Судя по всему, в доме шестнадцать спален, хотя в некоторых из них есть дырки в потолке, а в одной живут птицы, которые залетают сквозь дырку в черепице и устраиваются там на зиму, а у живущих здесь людей нет собственных комнат — они сами выбирают, в какой им сегодня ночевать.
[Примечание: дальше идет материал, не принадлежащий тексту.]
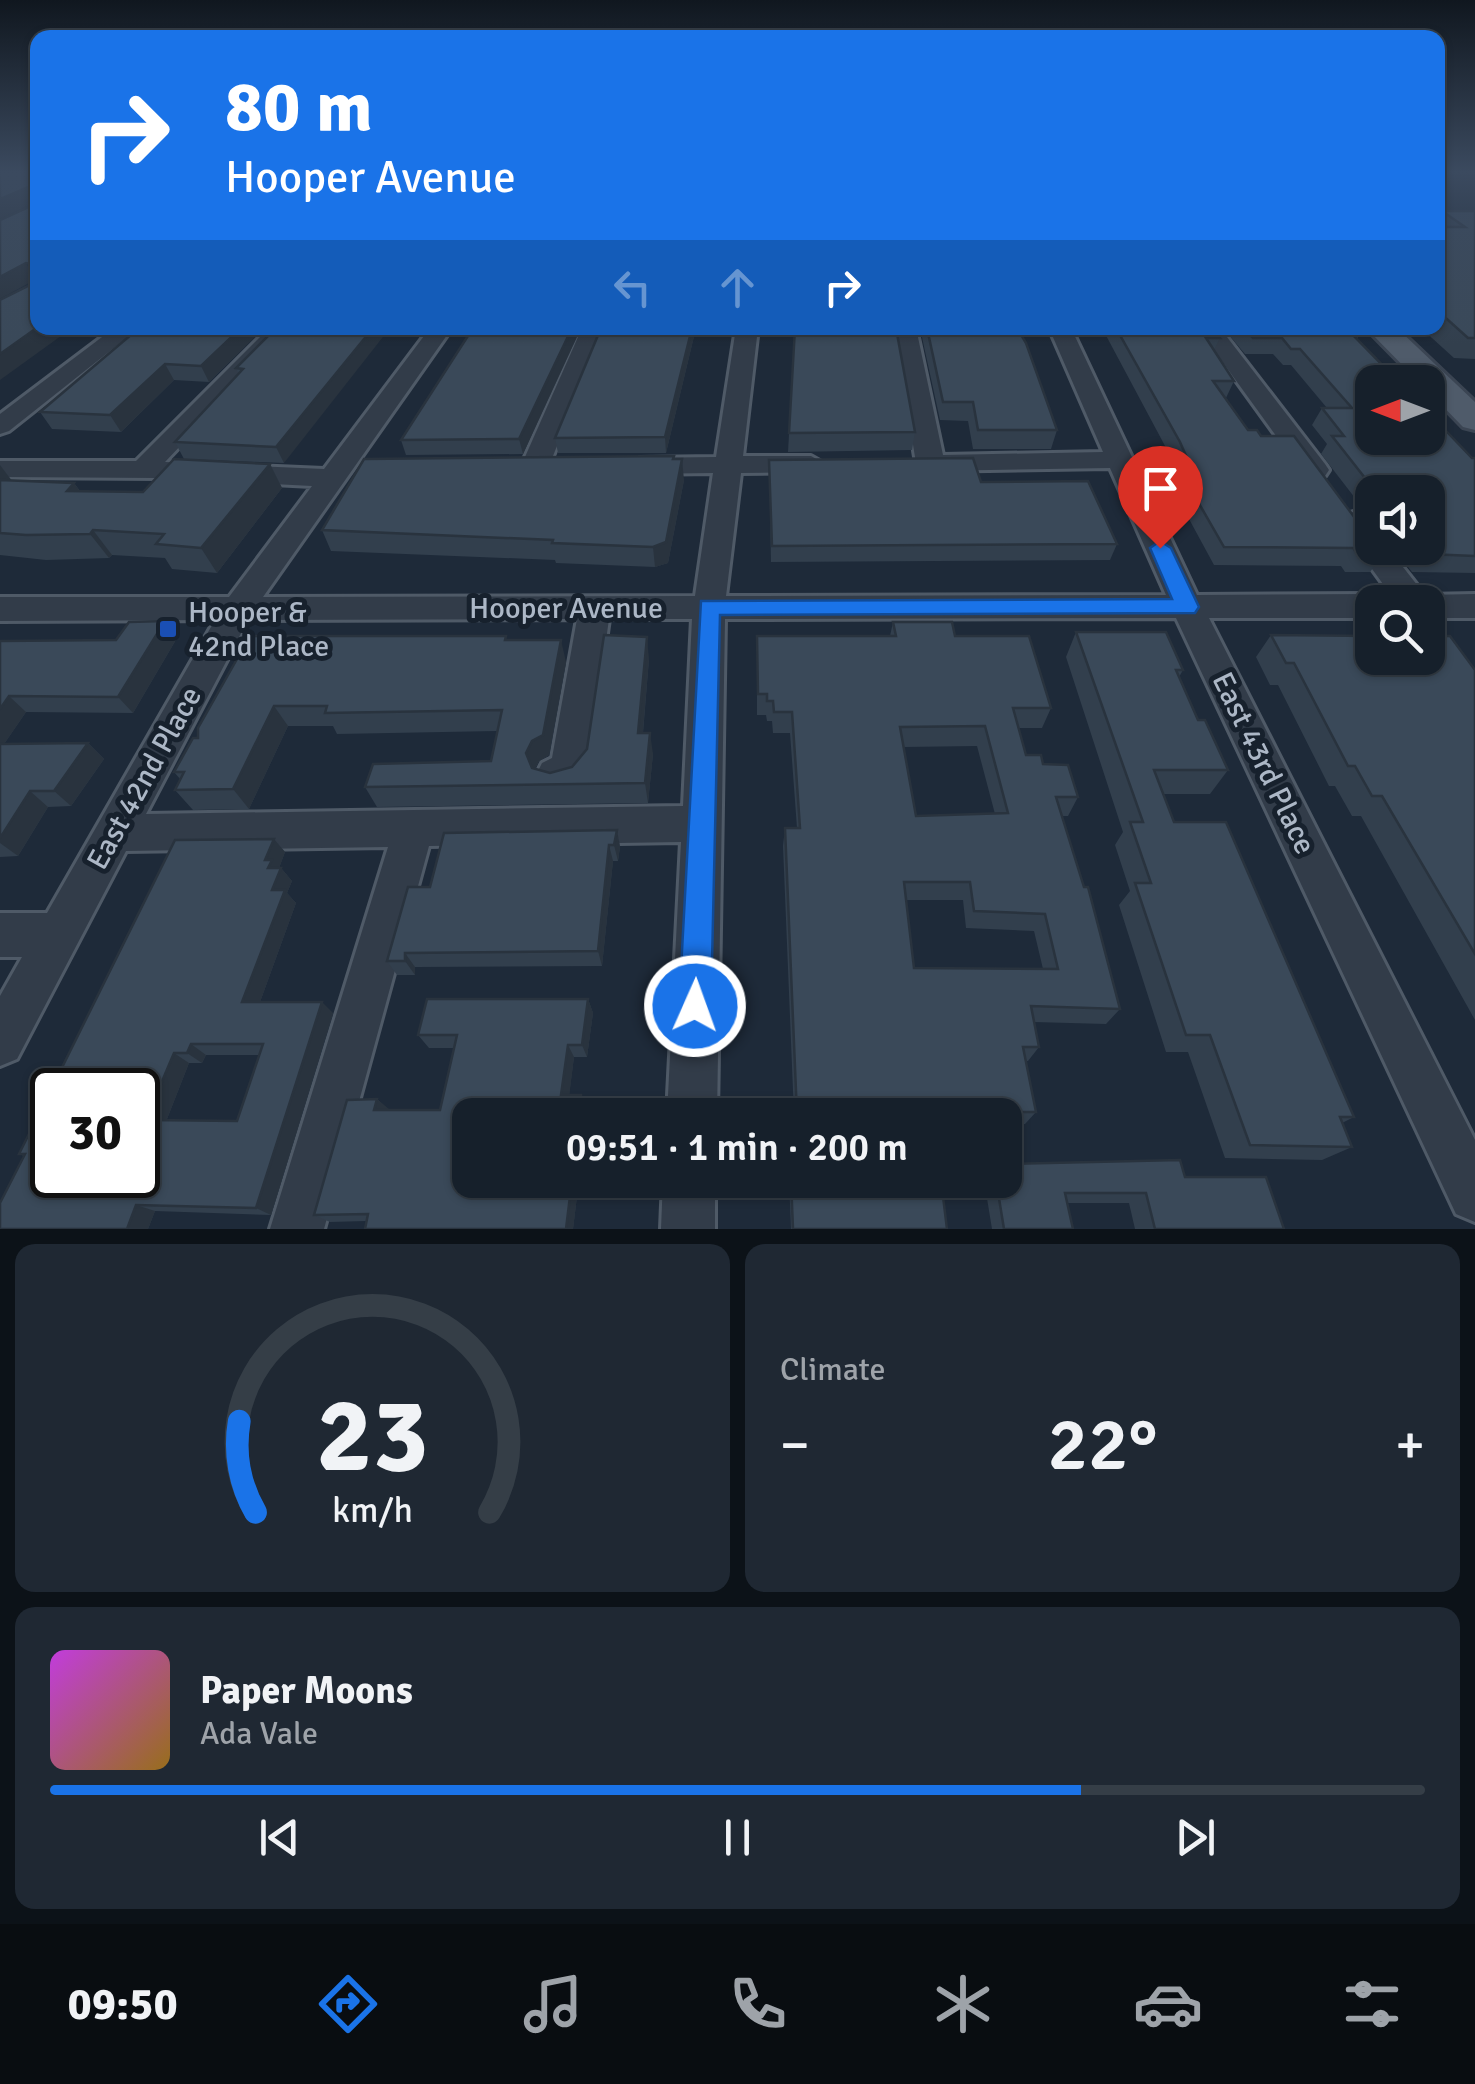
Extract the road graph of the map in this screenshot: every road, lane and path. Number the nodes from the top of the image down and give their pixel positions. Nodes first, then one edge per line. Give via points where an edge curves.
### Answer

— Только не ту с дырой в потолке, спасибо, — сказала София, и все в комнате рассмеялись. В кухне было полно народу; кто-то подвинулся на скамье за столом, чтобы она могла сесть и присоединиться к разговору.
Они говорили о местности в Италии, где крестьянин, работая во дворе, однажды увидел, как его кошка просто взяла и упала на бок. Когда он подошел посмотреть, что она делает, то обнаружил, что кошка умерла. Он подобрал ее. Хвост отвалился.